__The problem__:
Given the records below, pull every line with the word "edges" into the answer.

__Data for this task__:
== Segment start ==
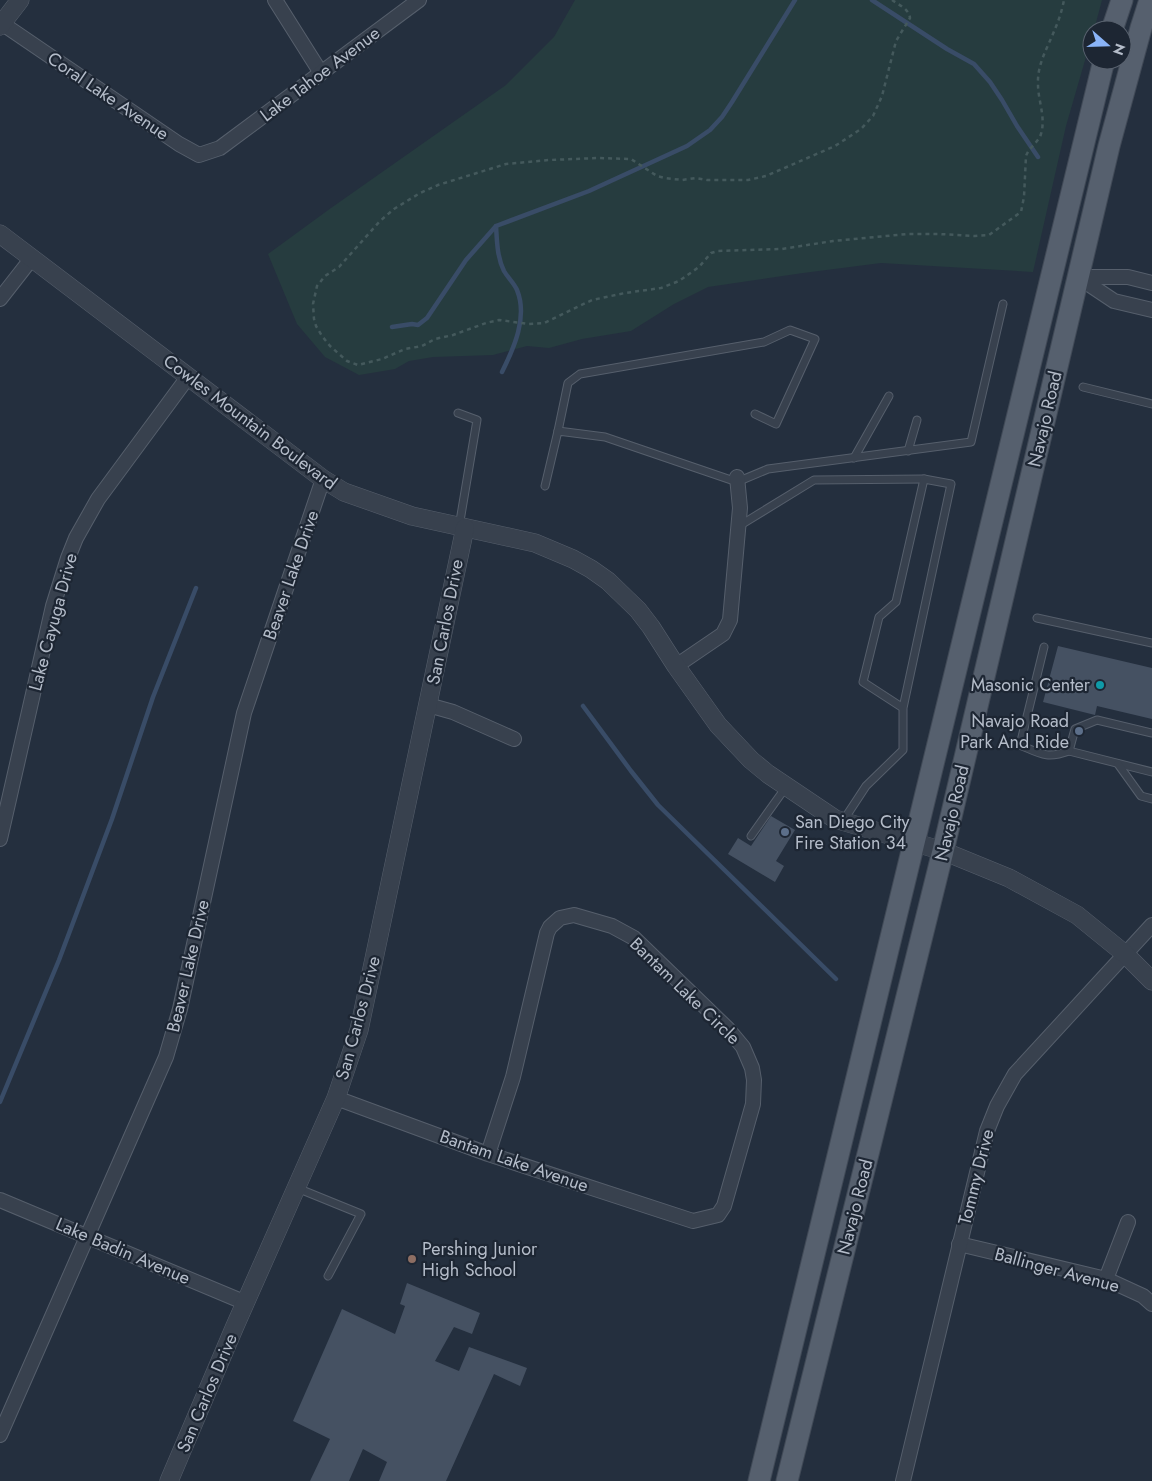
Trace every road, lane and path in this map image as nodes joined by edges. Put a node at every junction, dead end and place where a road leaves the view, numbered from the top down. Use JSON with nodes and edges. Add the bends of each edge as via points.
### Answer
{"nodes":[{"id":1,"x":20,"y":0,"type":"edge"},
{"id":2,"x":275,"y":0,"type":"edge"},
{"id":3,"x":420,"y":0,"type":"edge"},
{"id":4,"x":892,"y":0,"type":"edge"},
{"id":5,"x":1064,"y":0,"type":"edge"},
{"id":6,"x":1122,"y":0,"type":"edge"},
{"id":7,"x":1150,"y":0,"type":"edge"},
{"id":8,"x":1116,"y":20,"type":"edge"},
{"id":9,"x":1,"y":24,"type":"edge"},
{"id":10,"x":1104,"y":70,"type":"edge"},
{"id":11,"x":1105,"y":70,"type":"edge"},
{"id":12,"x":321,"y":73,"type":"junction"},
{"id":13,"x":220,"y":148,"type":"joint"},
{"id":14,"x":0,"y":234,"type":"edge"},
{"id":15,"x":32,"y":258,"type":"junction"},
{"id":16,"x":1078,"y":277,"type":"junction"},
{"id":17,"x":1152,"y":282,"type":"edge"},
{"id":18,"x":0,"y":299,"type":"edge"},
{"id":19,"x":1002,"y":304,"type":"dead end"},
{"id":20,"x":1152,"y":310,"type":"edge"},
{"id":21,"x":188,"y":376,"type":"junction"},
{"id":22,"x":1083,"y":387,"type":"dead end"},
{"id":23,"x":889,"y":396,"type":"dead end"},
{"id":24,"x":1152,"y":404,"type":"edge"},
{"id":25,"x":458,"y":413,"type":"dead end"},
{"id":26,"x":755,"y":414,"type":"dead end"},
{"id":27,"x":917,"y":420,"type":"dead end"},
{"id":28,"x":558,"y":431,"type":"junction"},
{"id":29,"x":908,"y":451,"type":"junction"},
{"id":30,"x":854,"y":458,"type":"junction"},
{"id":31,"x":924,"y":478,"type":"junction"},
{"id":32,"x":323,"y":479,"type":"junction"},
{"id":33,"x":737,"y":479,"type":"junction"},
{"id":34,"x":545,"y":486,"type":"dead end"},
{"id":35,"x":739,"y":526,"type":"junction"},
{"id":36,"x":462,"y":528,"type":"junction"},
{"id":37,"x":1037,"y":618,"type":"dead end"},
{"id":38,"x":1152,"y":643,"type":"edge"},
{"id":39,"x":1044,"y":647,"type":"dead end"},
{"id":40,"x":676,"y":666,"type":"junction"},
{"id":41,"x":428,"y":705,"type":"junction"},
{"id":42,"x":903,"y":708,"type":"junction"},
{"id":43,"x":1152,"y":733,"type":"edge"},
{"id":44,"x":514,"y":739,"type":"dead end"},
{"id":45,"x":1069,"y":751,"type":"junction"},
{"id":46,"x":1118,"y":764,"type":"junction"},
{"id":47,"x":1152,"y":772,"type":"edge"},
{"id":48,"x":786,"y":787,"type":"junction"},
{"id":49,"x":1152,"y":799,"type":"edge"},
{"id":50,"x":843,"y":821,"type":"junction"},
{"id":51,"x":751,"y":836,"type":"dead end"},
{"id":52,"x":0,"y":839,"type":"edge"},
{"id":53,"x":915,"y":843,"type":"junction"},
{"id":54,"x":943,"y":851,"type":"junction"},
{"id":55,"x":1152,"y":925,"type":"edge"},
{"id":56,"x":1125,"y":954,"type":"junction"},
{"id":57,"x":1152,"y":981,"type":"edge"},
{"id":58,"x":336,"y":1098,"type":"junction"},
{"id":59,"x":488,"y":1154,"type":"junction"},
{"id":60,"x":296,"y":1188,"type":"junction"},
{"id":61,"x":0,"y":1200,"type":"edge"},
{"id":62,"x":693,"y":1220,"type":"joint"},
{"id":63,"x":1128,"y":1222,"type":"dead end"},
{"id":64,"x":87,"y":1236,"type":"junction"},
{"id":65,"x":959,"y":1244,"type":"junction"},
{"id":66,"x":328,"y":1276,"type":"dead end"},
{"id":67,"x":1106,"y":1280,"type":"junction"},
{"id":68,"x":246,"y":1303,"type":"junction"},
{"id":69,"x":1152,"y":1304,"type":"edge"},
{"id":70,"x":0,"y":1436,"type":"edge"},
{"id":71,"x":169,"y":1481,"type":"edge"},
{"id":72,"x":759,"y":1481,"type":"edge"},
{"id":73,"x":788,"y":1481,"type":"edge"},
{"id":74,"x":902,"y":1481,"type":"edge"}],
"edges":[{"from":1,"to":9,"type":"street"},
{"from":2,"to":12,"type":"street"},
{"from":3,"to":12,"type":"street","name":"Lake Tahoe Avenue"},
{"from":4,"to":5,"type":"path","via":[[905,9],[910,18],[896,41],[882,96],[861,129],[835,146],[766,176],[748,180],[682,180],[656,176],[631,159],[599,158],[506,164],[438,185],[394,209],[317,286],[313,304],[316,326],[346,361],[358,366],[486,323],[499,320],[544,323],[592,300],[661,288],[679,281],[699,267],[711,253],[718,251],[782,249],[907,234],[989,235],[1021,212],[1028,151],[1041,134],[1039,75]]},
{"from":6,"to":8,"type":"main road"},
{"from":7,"to":16,"type":"main road","name":"Navajo Road","via":[[1109,146]]},
{"from":9,"to":13,"type":"street","name":"Coral Lake Avenue","via":[[179,144],[199,155]]},
{"from":10,"to":53,"type":"main road","name":"Navajo Road"},
{"from":11,"to":16,"type":"main road","via":[[1091,169],[1070,262]]},
{"from":12,"to":13,"type":"street","name":"Lake Tahoe Avenue"},
{"from":14,"to":15,"type":"street","name":"Cowles Mountain Boulevard"},
{"from":15,"to":18,"type":"street"},
{"from":15,"to":21,"type":"street","name":"Cowles Mountain Boulevard"},
{"from":16,"to":17,"type":"street","via":[[1128,277]]},
{"from":16,"to":20,"type":"street","via":[[1114,301]]},
{"from":16,"to":54,"type":"main road","name":"Navajo Road"},
{"from":19,"to":29,"type":"lane","via":[[971,442]]},
{"from":21,"to":32,"type":"street","name":"Cowles Mountain Boulevard"},
{"from":21,"to":52,"type":"street","name":"Lake Cayuga Drive","via":[[98,499],[76,538],[53,606]]},
{"from":22,"to":24,"type":"lane"},
{"from":23,"to":30,"type":"lane"},
{"from":25,"to":36,"type":"lane","via":[[477,420]]},
{"from":26,"to":28,"type":"lane","via":[[776,424],[815,339],[790,330],[764,342],[580,374],[568,383]]},
{"from":27,"to":29,"type":"lane"},
{"from":28,"to":33,"type":"lane","via":[[605,437]]},
{"from":28,"to":34,"type":"lane"},
{"from":29,"to":30,"type":"lane"},
{"from":30,"to":33,"type":"lane","via":[[768,468]]},
{"from":31,"to":35,"type":"lane","via":[[814,480]]},
{"from":31,"to":42,"type":"lane","via":[[951,484]]},
{"from":31,"to":42,"type":"lane","via":[[896,602],[879,617],[863,682]]},
{"from":32,"to":36,"type":"street","name":"Cowles Mountain Boulevard","via":[[344,492],[412,516]]},
{"from":32,"to":64,"type":"street","name":"Beaver Lake Drive","via":[[244,713],[182,1000],[166,1057]]},
{"from":33,"to":35,"type":"street"},
{"from":35,"to":40,"type":"street","via":[[730,620],[722,634]]},
{"from":36,"to":40,"type":"street","name":"Cowles Mountain Boulevard","via":[[535,543],[591,569],[638,610]]},
{"from":36,"to":41,"type":"street","name":"San Carlos Drive"},
{"from":37,"to":38,"type":"lane"},
{"from":39,"to":45,"type":"lane","via":[[1020,745],[1048,756]]},
{"from":40,"to":48,"type":"street","name":"Cowles Mountain Boulevard","via":[[734,743]]},
{"from":41,"to":44,"type":"street","via":[[453,712]]},
{"from":41,"to":58,"type":"street","name":"San Carlos Drive","via":[[359,1030]]},
{"from":42,"to":50,"type":"lane","via":[[903,750],[866,786]]},
{"from":43,"to":45,"type":"lane","via":[[1097,720],[1075,730]]},
{"from":45,"to":46,"type":"lane"},
{"from":46,"to":47,"type":"lane"},
{"from":46,"to":49,"type":"lane","via":[[1142,796]]},
{"from":48,"to":50,"type":"street","name":"Cowles Mountain Boulevard"},
{"from":48,"to":51,"type":"lane"},
{"from":50,"to":53,"type":"street","name":"Cowles Mountain Boulevard"},
{"from":53,"to":54,"type":"street","name":"Cowles Mountain Boulevard"},
{"from":53,"to":72,"type":"main road","name":"Navajo Road"},
{"from":54,"to":56,"type":"street","name":"Cowles Mountain Boulevard","via":[[1009,878],[1077,915]]},
{"from":54,"to":73,"type":"main road","name":"Navajo Road"},
{"from":55,"to":56,"type":"street","name":"Tommy Drive"},
{"from":56,"to":57,"type":"street","name":"Cowles Mountain Boulevard"},
{"from":56,"to":65,"type":"street","name":"Tommy Drive","via":[[1015,1074],[1005,1090],[987,1131]]},
{"from":58,"to":59,"type":"street","name":"Bantam Lake Avenue"},
{"from":58,"to":60,"type":"street","name":"San Carlos Drive"},
{"from":59,"to":62,"type":"street","name":"Bantam Lake Avenue"},
{"from":59,"to":62,"type":"street","name":"Bantam Lake Circle","via":[[514,1077],[547,932],[566,915],[581,916],[612,926],[634,938],[728,1029],[748,1057],[754,1080],[753,1104],[724,1206],[718,1215]]},
{"from":60,"to":66,"type":"lane","via":[[361,1214]]},
{"from":60,"to":68,"type":"street","name":"San Carlos Drive"},
{"from":61,"to":64,"type":"street","name":"Lake Badin Avenue"},
{"from":63,"to":67,"type":"street"},
{"from":64,"to":68,"type":"street","name":"Lake Badin Avenue"},
{"from":64,"to":70,"type":"street","name":"Beaver Lake Drive"},
{"from":65,"to":67,"type":"street","name":"Ballinger Avenue"},
{"from":65,"to":74,"type":"street","name":"Tommy Drive"},
{"from":67,"to":69,"type":"street","name":"Ballinger Avenue","via":[[1143,1296]]},
{"from":68,"to":71,"type":"street","name":"San Carlos Drive"}]}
== Segment end ==
__Your solution__:
Trace every road, lane and path in this map image as nodes joined by edges. Put a node at every junction, dead end and place where a road leaves the view, numbered from the top down. Use JSON with nodes and edges. Add the bends of each edge as via points.
"edges":[{"from":1,"to":9,"type":"street"},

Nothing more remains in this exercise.